Eine weitere Filmtrophäe für «Gundermann»-Regisseur Andreas Dresen, diesmal in den USA: Der 56-Jährige, der mit seinem Porträt über den DDR-Liedermacher Gerhard Gundermann im Mai beim Deutschen Filmpreis sechs Lolas gewann, ist in San Francisco mit einem Ehrenpreis für seine Filmkarriere ausgezeichnet worden. Ihm Rahmen von «Berlin & Beyond», dem größten deutschsprachigen Filmfestival in den USA, nahm er die Trophäe in der Nacht zum Mittwoch entgegen.
Zuvor hatte «Gundermann» das «German Currents Film Festival» in Los Angeles eröffnet. In den USA tourt Dresen durch mehrere Städte, davor war er in Japan unterwegs, wo er auch einen Verleih gefunden hat.

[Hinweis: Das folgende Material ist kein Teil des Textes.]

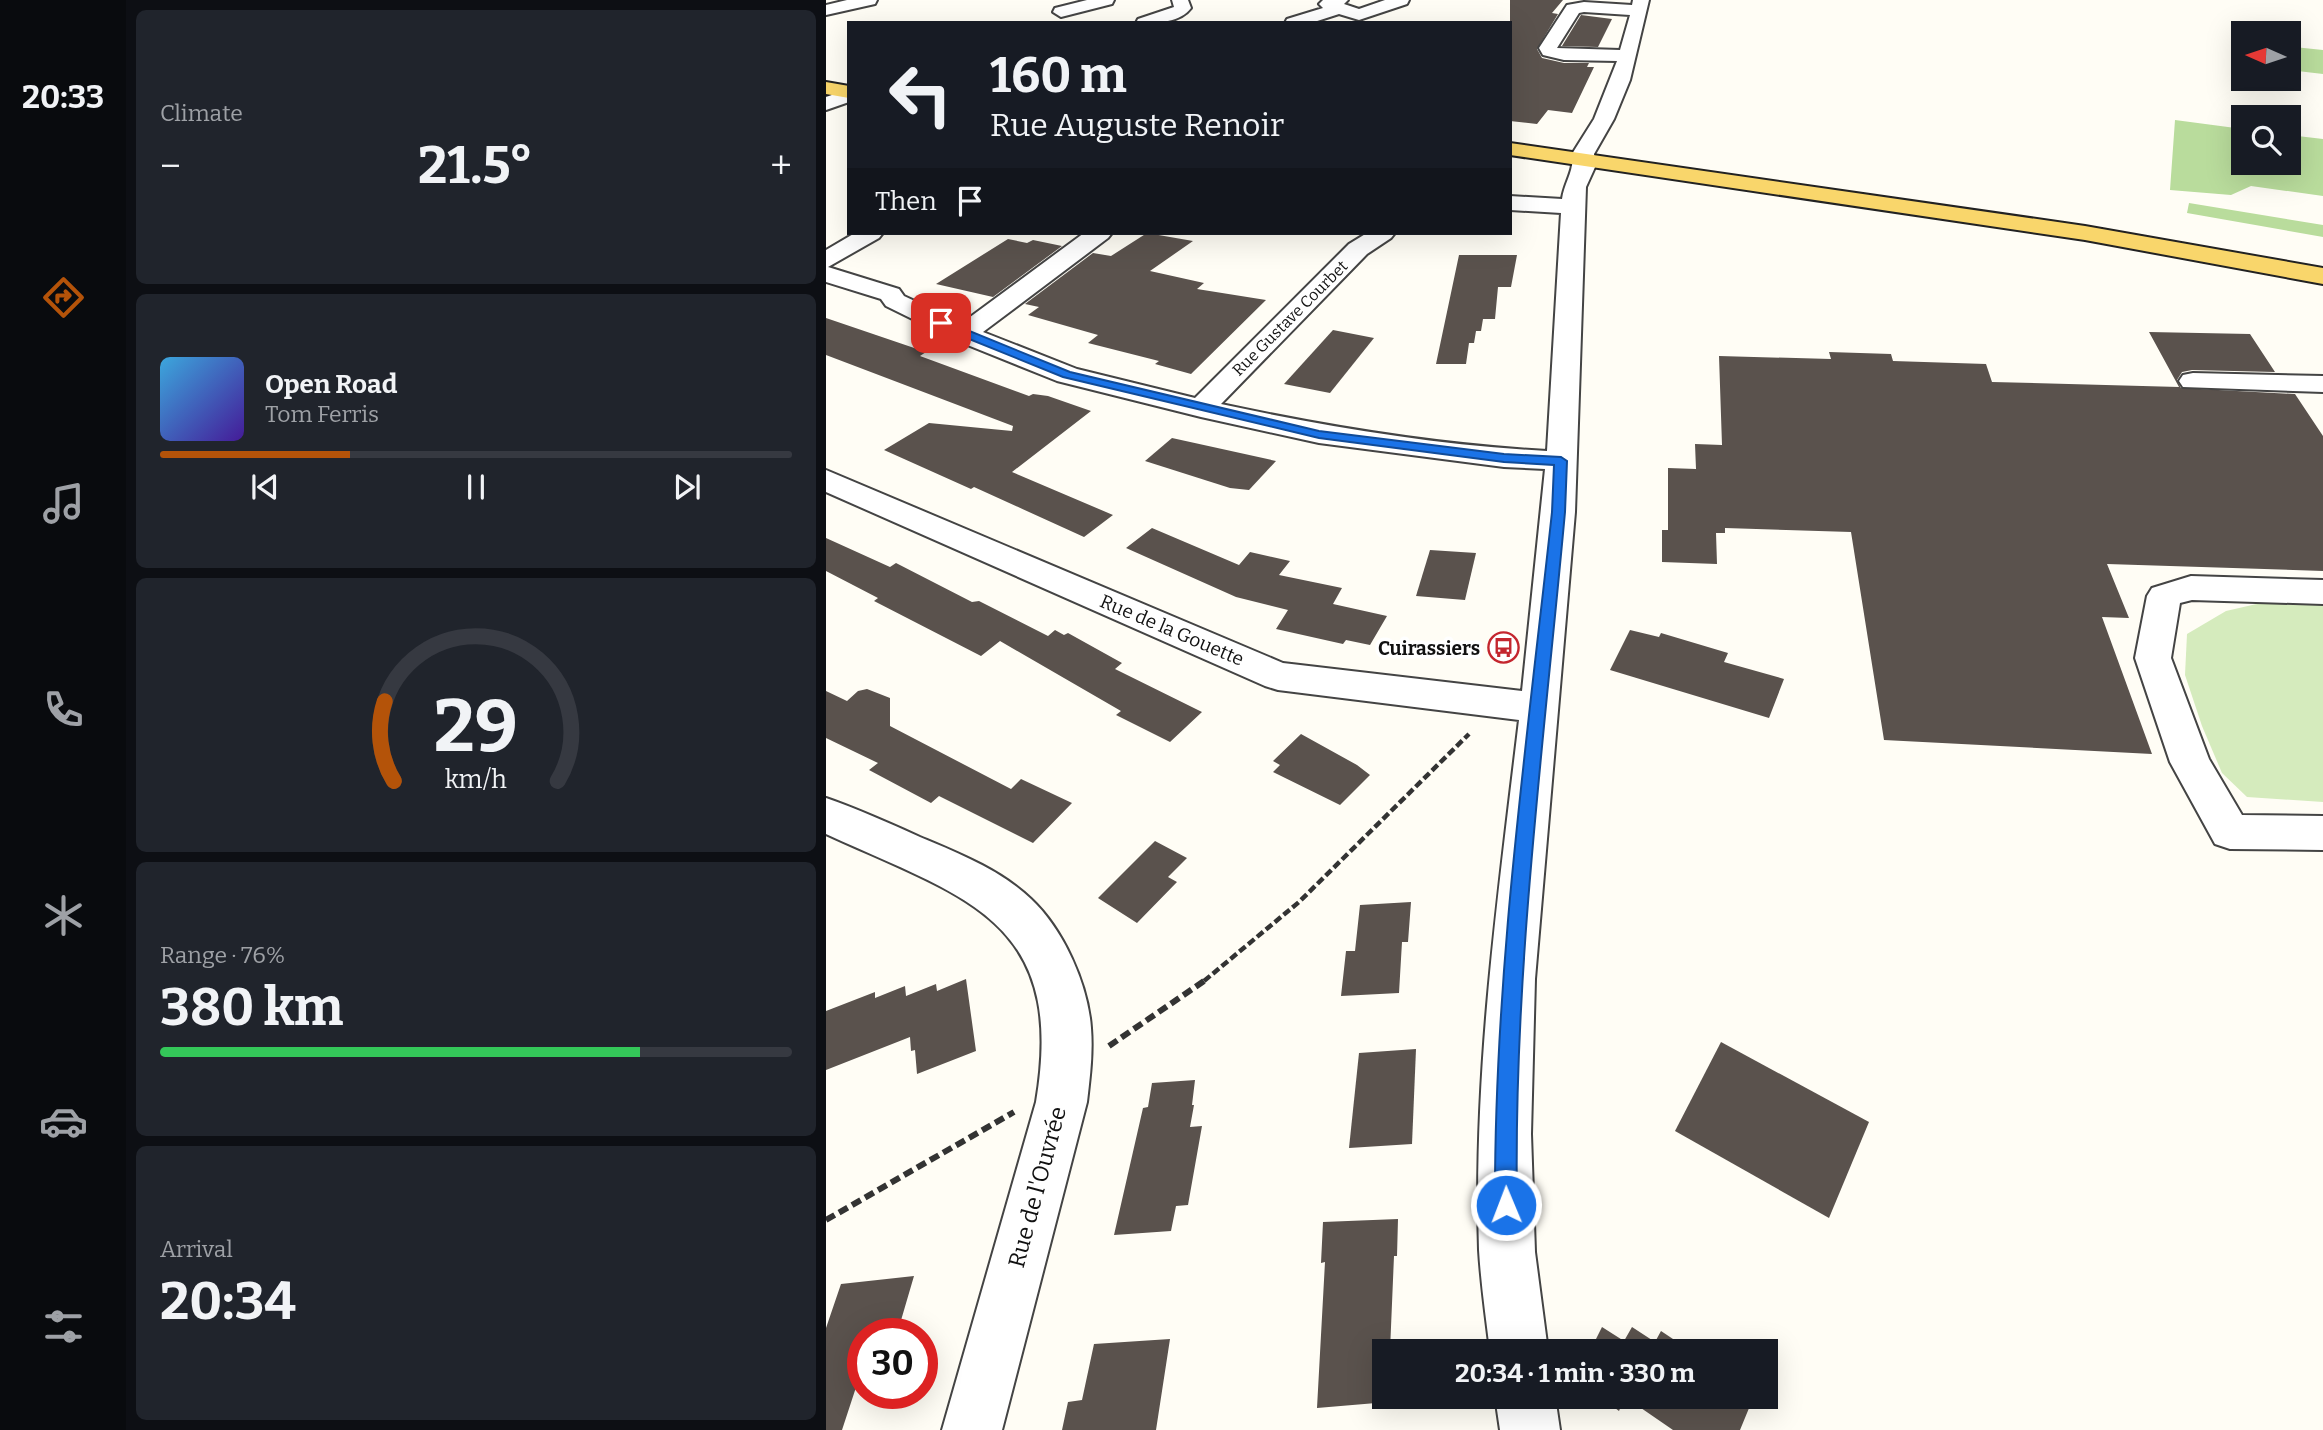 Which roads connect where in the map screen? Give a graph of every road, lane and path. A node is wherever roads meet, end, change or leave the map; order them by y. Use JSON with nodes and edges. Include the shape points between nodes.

Gerhard Gundermann (1955-1998) war Baggerfahrer im Tagebau und Liedermacher in der DDR, der zugleich mit dem Decknamen «Grigori» als Stasi-Spitzel arbeitete. «Ich habe beim Reisen mit dem Film nur gute Erfahrungen gemacht», erzählt Dresen im dpa-Gespräch. «Auch wenn es in Ostdeutschland spielt, ist es doch einer universale und sehr menschliche Geschichte. Überall gibt es Opportunismus und den kleinen Verrat und das kann man anhand der Geschichte von Gundermann sehr gut sehen.»